O segundo resultado da pesquisa é a constatação de que o transtorno causa um comprometimento cerebral maior do que se supunha. “Há um sofrimento neuronal importante. Por isso é necessário fazer um controle adequado e o mais cedo possível para que não se tenha uma perda de neurônios irreversível”, explica o psiquiatra Flávio Kapczinski, um dos responsáveis pelo trabalho. De fato, basta imaginar, por exemplo, o dano que a enfermidade pode causar à memória à medida que sua evolução prejudica a criação de novas células nervosas no hipocampo.

Em relação aos tratamentos, também há avanços. Além do lítio, tradicional medicamento usado contra a doença, há um arsenal maior de remédios. Os mais novos são da classe dos antipsicóticos atípicos como a olanzapina, a quetiapina e o aripiprazol. Por outro lado, nos EUA um novo modelo de terapia entusiasma os médicos e não se baseia em nenhuma droga recém-descoberta. O esquema foi detalhado em um artigo publicado na revista da Associação Americana de Psiquiatria. Durante três anos, um grupo de pacientes recebeu o auxílio tradicional, baseado em medicação. Outro teve remédios e assistência de enfermeiras orientando sobre como lidar melhor com a doença. Nas sessões semanais, profissionais e pacientes reuniam-se para trocar experiências e aprender a identificar quando os sintomas estavam começando a surgir, por exemplo. Após o término da pesquisa, o grupo que participou dos encontros manifestou redução de crises, melhor produtividade no trabalho e boas relações com família e amigos.

A prática tem mostrado de fato que uma boa rede de suporte emocional, incluindo aí a psicoterapia, contribui bastante para a melhora. A dona-de-casa Elizabeth Correia, 42 anos, por exemplo, participa dos trabalhos da Associação Brasileira de Familiares e Portadores de Transtornos Afetivos, com sede em São Paulo. “Nas reuniões, você compartilha o que está vivendo e constata que há muita gente sofrendo também. Saímos aliviados”, conta. Elizabeth só descobriu ser portadora do transtorno há cerca de dois anos e meio. Antes, passou três anos sendo tratada de depressão. “Agora, com o tratamento correto, ganhei mais qualidade de vida”, conta.

Um dos desafios que ainda permanece, porém, diz respeito à elucidação das causas do distúrbio. Sabe-se, por exemplo, que há origem genética. Filhos de um progenitor afetado apresentam 5% de risco de ter a doença. Se pai e mãe forem doentes, a chance pula para 30%. Mas como ocorre com toda enfermidade mental, há uma variante de razões que vai além dos genes. Contam para o seu desenvolvimento fatores ambientais e eventos como abuso de drogas e ocorrência de fatos traumáticos.

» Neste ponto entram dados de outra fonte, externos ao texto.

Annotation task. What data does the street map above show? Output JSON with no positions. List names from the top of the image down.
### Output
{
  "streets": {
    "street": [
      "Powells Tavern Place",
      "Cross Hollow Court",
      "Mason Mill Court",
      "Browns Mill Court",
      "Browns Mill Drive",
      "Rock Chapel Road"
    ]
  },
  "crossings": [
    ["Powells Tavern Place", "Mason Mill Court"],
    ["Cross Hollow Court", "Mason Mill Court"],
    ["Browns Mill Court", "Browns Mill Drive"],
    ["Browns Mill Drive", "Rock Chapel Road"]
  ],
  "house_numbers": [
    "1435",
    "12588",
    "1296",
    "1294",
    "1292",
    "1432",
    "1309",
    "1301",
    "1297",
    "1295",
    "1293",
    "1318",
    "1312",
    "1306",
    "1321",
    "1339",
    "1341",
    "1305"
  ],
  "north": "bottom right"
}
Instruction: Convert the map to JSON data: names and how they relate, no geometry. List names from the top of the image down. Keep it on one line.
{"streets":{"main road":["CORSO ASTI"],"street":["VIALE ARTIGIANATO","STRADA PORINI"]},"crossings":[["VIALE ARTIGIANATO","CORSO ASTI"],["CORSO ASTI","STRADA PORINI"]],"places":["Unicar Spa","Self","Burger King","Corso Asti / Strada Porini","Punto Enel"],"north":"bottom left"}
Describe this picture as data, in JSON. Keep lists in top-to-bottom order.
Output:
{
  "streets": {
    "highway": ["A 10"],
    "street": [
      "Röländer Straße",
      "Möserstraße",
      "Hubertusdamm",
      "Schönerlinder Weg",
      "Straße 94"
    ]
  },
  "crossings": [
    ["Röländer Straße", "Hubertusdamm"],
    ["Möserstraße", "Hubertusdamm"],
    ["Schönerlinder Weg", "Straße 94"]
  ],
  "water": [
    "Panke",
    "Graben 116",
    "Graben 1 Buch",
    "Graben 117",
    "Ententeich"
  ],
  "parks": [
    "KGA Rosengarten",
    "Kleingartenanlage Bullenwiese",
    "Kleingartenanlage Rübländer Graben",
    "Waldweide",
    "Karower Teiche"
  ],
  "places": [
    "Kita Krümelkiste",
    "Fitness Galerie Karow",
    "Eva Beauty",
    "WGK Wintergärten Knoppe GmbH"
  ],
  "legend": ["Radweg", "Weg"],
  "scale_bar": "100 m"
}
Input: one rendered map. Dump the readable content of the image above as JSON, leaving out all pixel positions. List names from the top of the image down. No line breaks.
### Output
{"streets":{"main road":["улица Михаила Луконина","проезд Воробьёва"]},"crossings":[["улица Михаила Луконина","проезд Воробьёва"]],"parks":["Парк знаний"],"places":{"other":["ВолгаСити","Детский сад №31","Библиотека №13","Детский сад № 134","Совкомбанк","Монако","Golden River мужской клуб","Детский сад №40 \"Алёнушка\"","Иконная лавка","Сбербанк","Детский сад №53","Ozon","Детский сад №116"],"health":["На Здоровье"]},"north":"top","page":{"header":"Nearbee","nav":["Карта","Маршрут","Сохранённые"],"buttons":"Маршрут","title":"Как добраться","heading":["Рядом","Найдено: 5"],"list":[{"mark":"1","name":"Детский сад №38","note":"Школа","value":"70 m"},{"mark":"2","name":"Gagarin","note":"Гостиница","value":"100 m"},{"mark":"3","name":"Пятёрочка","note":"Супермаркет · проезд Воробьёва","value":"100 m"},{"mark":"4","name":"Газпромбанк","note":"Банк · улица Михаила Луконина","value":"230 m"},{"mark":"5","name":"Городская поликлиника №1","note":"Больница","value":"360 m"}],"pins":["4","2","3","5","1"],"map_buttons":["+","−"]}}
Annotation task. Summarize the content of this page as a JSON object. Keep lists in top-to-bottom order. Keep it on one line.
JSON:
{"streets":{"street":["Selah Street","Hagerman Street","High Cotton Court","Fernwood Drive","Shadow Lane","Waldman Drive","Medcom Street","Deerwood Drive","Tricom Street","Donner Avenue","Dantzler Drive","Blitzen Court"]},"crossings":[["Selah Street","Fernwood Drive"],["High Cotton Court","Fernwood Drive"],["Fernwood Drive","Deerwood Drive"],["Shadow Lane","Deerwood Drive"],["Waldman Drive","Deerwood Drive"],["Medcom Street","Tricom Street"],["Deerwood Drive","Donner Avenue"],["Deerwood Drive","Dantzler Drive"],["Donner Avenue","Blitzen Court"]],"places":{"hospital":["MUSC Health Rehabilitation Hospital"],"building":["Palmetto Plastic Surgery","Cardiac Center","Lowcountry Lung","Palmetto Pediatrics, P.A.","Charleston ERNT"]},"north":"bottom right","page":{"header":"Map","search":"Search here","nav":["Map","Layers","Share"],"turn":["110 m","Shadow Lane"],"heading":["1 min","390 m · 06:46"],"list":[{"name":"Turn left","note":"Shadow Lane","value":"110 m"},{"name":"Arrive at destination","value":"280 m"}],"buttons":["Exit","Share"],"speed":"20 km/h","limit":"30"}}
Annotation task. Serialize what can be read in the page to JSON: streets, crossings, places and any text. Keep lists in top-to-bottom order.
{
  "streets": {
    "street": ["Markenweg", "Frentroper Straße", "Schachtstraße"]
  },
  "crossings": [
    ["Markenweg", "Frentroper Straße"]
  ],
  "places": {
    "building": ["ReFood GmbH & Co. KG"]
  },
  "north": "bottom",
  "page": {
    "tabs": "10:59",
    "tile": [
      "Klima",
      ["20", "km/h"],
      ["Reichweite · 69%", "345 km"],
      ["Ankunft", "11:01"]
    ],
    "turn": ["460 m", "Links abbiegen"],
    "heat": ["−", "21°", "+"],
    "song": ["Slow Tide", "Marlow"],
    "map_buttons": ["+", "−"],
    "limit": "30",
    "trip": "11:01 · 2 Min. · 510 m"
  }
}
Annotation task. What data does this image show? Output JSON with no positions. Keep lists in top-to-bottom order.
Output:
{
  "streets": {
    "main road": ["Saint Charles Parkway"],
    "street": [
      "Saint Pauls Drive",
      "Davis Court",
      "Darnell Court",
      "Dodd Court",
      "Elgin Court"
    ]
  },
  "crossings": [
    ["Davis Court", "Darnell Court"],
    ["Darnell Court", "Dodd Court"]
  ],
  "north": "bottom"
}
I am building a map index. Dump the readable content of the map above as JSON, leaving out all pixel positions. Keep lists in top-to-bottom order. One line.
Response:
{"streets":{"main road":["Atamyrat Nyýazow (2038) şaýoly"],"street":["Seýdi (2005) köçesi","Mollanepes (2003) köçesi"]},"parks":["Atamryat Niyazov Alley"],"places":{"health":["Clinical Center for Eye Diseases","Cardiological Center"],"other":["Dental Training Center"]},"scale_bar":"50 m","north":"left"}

Outro obstáculo a ser vencido é aprimorar o diagnóstico e o tratamento dispensado às crianças. Estima-se que uma entre 100 crianças e adolescentes seja portadora do distúrbio. No entanto, a exemplo dos adultos, a identificação dos casos demora
a acontecer, quando ocorre. “Uma em cada cinco das que hoje são tratadas de hiperatividade na verdade tem o transtorno”, exemplifica o psiquiatra Fábio Barbirato, chefe do setor de Psiquiatria Infantil da Santa Casa de Misericórdia
do Rio de Janeiro.

É uma situação grave. Segundo o especialista, quanto mais cedo os sintomas se manifestam – e não são controlados –, piores as conseqüências. Até 20% dos pacientes com menos de 18 anos têm mais chance de cometer suicídio na fase depressiva, outros 30% ficam em maior risco para o abuso de drogas e 40% apresentam convivência social inadequada. Mas há alguns sinais que ajudam a identificar um paciente mirim. Um deles é a manifestação de uma sexualidade exacerbada e uma mania de grandeza evidente, como achar que é o melhor da escola e que nada pode derrotá-lo. Agora, os médicos pretendem intensificar um trabalho de esclarecimento junto a professores, por exemplo, para que eles também possam ajudar no combate à doença.